[Exercise data Boundary: Start]
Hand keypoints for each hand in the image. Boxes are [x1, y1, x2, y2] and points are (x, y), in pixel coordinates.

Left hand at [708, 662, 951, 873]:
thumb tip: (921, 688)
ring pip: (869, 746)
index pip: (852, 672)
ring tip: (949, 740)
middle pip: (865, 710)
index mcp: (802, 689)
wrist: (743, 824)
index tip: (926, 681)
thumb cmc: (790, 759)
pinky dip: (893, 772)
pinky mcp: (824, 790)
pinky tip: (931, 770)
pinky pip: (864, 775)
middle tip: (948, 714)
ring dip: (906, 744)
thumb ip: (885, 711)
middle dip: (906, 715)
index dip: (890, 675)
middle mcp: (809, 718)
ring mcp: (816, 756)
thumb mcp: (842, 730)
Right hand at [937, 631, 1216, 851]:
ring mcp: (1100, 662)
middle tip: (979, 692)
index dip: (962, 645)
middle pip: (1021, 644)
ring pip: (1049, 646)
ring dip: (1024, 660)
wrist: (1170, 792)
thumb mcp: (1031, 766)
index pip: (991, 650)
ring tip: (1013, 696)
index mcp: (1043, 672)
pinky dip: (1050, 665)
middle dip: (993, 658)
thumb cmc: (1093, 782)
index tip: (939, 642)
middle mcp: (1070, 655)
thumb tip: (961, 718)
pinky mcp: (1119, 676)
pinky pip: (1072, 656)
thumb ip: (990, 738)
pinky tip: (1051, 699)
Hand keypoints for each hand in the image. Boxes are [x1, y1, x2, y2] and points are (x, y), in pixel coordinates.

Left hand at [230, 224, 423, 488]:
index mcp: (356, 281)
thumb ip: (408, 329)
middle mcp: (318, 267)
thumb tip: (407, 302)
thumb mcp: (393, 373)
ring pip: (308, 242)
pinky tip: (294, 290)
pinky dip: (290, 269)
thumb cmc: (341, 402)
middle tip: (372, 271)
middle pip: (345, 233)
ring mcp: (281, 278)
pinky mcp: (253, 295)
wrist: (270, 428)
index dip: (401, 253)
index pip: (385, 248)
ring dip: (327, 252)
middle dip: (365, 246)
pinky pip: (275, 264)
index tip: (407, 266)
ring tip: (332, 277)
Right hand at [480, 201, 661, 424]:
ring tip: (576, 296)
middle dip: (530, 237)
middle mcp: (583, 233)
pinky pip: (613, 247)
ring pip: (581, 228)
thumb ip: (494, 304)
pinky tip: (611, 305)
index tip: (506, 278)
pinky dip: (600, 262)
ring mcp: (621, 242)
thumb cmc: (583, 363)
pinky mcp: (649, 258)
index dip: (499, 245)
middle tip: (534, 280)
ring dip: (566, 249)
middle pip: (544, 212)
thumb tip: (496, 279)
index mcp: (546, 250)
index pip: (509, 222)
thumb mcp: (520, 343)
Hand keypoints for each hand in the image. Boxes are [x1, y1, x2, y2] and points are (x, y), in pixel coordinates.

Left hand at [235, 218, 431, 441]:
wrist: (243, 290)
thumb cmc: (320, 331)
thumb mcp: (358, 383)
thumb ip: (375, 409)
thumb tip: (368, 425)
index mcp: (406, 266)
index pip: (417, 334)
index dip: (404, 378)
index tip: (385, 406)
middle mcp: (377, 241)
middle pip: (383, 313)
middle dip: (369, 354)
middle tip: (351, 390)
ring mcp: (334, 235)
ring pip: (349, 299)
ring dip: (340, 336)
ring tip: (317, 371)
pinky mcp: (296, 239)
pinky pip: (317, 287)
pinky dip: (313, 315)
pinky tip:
[Exercise data Boundary: End]
- Problem statement: Output the material above exactly, but only from the line that carries "ring tip: (1013, 696)" through the line that carries "thumb cmc: (341, 402)".

- Solution to the exercise:
ring tip: (1013, 696)
index mcp: (1043, 672)
pinky dip: (1050, 665)
middle dip: (993, 658)
thumb cmc: (1093, 782)
index tip: (939, 642)
middle mcp: (1070, 655)
thumb tip: (961, 718)
pinky mcp: (1119, 676)
pinky pip: (1072, 656)
thumb ip: (990, 738)
pinky tip: (1051, 699)
Hand keypoints for each hand in the image. Boxes are [x1, y1, x2, y2] and points are (x, y), in pixel coordinates.

Left hand at [230, 224, 423, 488]:
index mcp: (356, 281)
thumb ip: (408, 329)
middle mcp: (318, 267)
thumb tip: (407, 302)
thumb mcp: (393, 373)
ring pip: (308, 242)
pinky tip: (294, 290)
pinky dip: (290, 269)
thumb cmc: (341, 402)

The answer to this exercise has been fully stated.